Task to complete: Among the entries below, only the lines starting at the one with "function strokePath(path, color, width, dash)" and ending at the one with "ctx.save();", both included, are to be printed exactly.

Dataset extract:
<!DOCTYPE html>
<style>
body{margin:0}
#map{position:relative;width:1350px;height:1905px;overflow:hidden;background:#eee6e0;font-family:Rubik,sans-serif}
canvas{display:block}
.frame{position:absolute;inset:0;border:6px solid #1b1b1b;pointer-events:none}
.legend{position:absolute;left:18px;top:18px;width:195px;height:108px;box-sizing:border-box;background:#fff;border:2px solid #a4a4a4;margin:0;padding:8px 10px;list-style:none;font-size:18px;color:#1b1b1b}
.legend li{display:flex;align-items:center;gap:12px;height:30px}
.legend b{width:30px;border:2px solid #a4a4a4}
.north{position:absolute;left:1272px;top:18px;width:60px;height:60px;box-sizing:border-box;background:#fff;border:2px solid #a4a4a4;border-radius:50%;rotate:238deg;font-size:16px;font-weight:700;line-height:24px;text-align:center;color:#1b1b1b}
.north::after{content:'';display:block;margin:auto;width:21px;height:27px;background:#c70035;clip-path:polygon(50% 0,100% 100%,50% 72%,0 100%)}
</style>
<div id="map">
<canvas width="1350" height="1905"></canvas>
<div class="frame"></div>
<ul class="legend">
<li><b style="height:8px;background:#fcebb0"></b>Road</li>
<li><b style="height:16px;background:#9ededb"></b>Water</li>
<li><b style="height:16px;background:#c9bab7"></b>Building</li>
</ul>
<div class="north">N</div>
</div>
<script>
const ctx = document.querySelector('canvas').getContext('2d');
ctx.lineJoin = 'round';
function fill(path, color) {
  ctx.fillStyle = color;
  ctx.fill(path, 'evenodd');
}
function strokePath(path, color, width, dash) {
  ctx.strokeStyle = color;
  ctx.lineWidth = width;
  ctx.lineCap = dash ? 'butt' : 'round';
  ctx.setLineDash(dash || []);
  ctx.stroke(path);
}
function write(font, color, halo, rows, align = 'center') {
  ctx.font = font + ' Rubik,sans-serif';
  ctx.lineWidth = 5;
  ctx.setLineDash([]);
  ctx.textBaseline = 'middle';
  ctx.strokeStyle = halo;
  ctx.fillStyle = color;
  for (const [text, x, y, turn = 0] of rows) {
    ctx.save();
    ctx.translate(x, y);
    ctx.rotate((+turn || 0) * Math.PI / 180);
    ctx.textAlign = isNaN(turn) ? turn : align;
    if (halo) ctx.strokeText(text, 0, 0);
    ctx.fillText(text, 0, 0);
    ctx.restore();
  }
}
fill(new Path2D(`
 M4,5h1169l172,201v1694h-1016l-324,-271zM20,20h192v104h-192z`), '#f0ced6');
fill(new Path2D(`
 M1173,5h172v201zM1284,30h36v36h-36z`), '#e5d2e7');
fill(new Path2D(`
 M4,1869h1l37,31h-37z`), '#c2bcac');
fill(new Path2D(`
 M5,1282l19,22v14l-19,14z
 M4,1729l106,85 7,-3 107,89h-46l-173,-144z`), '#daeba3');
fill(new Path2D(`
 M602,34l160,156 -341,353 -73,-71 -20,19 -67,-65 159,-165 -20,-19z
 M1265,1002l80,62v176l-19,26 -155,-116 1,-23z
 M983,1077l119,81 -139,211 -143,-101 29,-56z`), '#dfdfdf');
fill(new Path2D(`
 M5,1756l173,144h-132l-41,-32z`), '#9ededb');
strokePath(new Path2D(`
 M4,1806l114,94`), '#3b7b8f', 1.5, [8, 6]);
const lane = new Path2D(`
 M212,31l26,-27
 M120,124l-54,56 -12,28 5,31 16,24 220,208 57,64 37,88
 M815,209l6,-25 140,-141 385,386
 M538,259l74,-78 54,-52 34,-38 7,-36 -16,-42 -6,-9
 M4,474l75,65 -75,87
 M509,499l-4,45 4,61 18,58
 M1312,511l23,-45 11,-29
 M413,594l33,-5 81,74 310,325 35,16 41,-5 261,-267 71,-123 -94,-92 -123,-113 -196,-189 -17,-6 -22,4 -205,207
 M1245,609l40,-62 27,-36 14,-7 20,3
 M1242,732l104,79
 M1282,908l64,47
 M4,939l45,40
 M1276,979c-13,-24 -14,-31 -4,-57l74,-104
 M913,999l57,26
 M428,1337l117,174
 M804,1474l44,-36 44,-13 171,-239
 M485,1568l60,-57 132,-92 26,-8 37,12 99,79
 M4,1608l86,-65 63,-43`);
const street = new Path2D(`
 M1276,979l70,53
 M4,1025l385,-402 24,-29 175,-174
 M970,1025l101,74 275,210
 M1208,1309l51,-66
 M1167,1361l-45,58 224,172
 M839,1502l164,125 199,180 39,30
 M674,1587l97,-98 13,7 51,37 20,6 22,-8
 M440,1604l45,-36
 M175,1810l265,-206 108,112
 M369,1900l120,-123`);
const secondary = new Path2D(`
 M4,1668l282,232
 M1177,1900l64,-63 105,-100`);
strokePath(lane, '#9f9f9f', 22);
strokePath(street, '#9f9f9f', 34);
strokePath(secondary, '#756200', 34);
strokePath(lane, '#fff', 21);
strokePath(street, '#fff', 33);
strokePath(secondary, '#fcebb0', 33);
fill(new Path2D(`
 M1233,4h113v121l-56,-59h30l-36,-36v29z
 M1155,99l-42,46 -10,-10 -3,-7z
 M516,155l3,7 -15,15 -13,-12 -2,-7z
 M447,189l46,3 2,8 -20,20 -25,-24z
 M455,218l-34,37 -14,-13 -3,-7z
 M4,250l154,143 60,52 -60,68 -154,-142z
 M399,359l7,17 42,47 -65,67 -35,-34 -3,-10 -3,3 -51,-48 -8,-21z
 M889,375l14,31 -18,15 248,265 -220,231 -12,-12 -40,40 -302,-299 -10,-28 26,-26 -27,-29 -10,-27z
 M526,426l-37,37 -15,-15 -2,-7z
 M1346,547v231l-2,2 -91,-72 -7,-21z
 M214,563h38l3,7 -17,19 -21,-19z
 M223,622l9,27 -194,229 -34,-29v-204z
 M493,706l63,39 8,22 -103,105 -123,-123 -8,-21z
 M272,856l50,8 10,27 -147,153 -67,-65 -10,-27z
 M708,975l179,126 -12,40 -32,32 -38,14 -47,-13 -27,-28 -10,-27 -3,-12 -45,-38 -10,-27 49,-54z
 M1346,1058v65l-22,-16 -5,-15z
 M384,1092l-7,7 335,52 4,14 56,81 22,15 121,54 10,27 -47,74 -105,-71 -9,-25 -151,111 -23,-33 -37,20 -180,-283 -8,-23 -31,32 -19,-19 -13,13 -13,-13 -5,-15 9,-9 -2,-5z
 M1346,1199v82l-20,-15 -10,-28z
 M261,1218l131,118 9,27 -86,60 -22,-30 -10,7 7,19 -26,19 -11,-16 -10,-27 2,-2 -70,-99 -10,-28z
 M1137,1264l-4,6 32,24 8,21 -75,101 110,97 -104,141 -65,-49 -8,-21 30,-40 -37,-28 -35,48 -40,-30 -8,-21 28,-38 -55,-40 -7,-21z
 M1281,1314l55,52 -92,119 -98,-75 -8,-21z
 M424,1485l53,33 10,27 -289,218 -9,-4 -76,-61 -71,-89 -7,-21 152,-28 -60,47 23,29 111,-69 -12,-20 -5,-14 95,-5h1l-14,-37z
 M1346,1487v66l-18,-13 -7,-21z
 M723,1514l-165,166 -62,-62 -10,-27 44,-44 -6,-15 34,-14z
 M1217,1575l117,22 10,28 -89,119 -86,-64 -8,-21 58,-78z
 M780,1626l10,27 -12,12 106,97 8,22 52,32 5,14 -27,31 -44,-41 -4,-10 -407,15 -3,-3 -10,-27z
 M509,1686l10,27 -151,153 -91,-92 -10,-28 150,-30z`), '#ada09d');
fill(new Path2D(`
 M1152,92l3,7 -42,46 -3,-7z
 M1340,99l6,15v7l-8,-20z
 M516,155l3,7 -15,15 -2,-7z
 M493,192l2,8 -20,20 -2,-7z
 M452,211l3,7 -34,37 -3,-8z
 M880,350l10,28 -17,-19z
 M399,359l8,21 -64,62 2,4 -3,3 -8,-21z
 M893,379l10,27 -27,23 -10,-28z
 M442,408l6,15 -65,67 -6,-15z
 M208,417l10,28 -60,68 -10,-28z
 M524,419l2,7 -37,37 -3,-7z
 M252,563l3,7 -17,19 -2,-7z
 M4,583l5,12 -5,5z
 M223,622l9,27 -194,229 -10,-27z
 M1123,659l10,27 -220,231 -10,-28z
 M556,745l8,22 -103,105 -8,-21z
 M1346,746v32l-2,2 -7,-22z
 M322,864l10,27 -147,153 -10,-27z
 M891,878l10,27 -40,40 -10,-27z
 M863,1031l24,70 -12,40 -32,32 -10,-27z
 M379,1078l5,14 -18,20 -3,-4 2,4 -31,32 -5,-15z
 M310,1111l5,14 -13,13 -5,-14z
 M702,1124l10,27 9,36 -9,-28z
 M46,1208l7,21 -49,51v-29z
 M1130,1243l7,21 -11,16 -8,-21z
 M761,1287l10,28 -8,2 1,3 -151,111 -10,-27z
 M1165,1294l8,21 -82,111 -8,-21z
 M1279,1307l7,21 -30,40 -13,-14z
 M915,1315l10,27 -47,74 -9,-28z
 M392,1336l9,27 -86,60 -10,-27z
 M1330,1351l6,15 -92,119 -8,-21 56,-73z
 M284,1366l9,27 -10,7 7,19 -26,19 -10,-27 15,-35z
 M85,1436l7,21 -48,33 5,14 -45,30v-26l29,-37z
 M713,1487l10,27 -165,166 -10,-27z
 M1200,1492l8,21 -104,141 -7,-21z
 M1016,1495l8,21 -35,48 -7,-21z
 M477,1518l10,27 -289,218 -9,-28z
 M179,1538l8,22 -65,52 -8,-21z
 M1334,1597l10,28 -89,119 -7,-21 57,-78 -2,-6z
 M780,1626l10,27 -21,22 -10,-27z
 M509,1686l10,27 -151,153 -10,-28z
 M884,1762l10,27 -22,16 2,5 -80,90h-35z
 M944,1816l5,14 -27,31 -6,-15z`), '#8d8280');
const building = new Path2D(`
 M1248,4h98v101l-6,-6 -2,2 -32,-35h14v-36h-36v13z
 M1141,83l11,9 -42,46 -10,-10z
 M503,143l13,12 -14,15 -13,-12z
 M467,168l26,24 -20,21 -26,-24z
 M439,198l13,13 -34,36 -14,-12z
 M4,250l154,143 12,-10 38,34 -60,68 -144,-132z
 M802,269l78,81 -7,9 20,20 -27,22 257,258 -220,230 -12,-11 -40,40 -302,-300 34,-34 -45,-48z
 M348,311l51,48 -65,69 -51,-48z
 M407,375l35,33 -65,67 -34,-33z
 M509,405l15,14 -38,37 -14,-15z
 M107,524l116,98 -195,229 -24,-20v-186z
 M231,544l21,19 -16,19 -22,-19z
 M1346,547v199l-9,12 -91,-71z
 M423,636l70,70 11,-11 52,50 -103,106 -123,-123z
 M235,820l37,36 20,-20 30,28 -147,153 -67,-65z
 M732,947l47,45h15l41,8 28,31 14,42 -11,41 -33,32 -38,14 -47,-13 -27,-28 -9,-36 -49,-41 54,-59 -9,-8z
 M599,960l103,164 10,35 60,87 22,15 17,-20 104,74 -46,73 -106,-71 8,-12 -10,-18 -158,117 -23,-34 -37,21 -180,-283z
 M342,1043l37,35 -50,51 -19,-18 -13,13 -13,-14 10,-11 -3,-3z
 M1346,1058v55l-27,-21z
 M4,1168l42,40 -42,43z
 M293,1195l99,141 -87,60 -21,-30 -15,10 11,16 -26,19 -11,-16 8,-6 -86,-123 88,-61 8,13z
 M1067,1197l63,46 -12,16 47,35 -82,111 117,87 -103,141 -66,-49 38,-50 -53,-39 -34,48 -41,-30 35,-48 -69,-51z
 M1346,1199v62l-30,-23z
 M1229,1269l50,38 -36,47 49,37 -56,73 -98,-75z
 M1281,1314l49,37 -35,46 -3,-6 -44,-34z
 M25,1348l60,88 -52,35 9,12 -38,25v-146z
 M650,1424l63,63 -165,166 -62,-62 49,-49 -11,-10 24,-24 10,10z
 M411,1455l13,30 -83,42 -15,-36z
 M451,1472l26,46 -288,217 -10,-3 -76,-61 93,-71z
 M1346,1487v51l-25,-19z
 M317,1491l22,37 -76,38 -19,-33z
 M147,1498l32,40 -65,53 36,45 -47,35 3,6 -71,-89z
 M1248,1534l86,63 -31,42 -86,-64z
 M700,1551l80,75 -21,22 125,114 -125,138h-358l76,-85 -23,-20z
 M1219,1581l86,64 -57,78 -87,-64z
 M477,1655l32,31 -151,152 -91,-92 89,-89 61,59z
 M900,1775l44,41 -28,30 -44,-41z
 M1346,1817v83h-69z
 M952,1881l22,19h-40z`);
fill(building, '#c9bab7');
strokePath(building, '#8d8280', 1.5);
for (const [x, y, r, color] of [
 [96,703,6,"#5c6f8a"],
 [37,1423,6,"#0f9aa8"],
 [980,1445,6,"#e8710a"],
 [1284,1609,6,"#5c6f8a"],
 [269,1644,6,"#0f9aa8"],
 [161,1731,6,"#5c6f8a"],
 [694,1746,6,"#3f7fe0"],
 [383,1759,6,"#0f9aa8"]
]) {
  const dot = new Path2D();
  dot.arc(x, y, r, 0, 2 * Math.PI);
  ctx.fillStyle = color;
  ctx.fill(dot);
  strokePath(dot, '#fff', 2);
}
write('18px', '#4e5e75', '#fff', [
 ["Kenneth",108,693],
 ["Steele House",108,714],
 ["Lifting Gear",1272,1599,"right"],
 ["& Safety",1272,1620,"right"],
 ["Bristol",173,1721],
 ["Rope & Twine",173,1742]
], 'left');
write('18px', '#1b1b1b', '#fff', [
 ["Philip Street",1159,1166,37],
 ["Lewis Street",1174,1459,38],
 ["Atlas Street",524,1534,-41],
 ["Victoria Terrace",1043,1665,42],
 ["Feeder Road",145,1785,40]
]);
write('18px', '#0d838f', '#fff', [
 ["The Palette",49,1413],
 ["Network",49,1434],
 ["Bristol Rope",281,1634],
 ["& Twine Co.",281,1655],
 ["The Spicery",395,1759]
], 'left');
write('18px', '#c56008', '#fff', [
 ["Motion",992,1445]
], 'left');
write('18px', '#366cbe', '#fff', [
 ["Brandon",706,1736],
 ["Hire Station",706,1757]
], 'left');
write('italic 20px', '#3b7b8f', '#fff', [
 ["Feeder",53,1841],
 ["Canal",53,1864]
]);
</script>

Result for this exercise:
function strokePath(path, color, width, dash) {
  ctx.strokeStyle = color;
  ctx.lineWidth = width;
  ctx.lineCap = dash ? 'butt' : 'round';
  ctx.setLineDash(dash || []);
  ctx.stroke(path);
}
function write(font, color, halo, rows, align = 'center') {
  ctx.font = font + ' Rubik,sans-serif';
  ctx.lineWidth = 5;
  ctx.setLineDash([]);
  ctx.textBaseline = 'middle';
  ctx.strokeStyle = halo;
  ctx.fillStyle = color;
  for (const [text, x, y, turn = 0] of rows) {
    ctx.save();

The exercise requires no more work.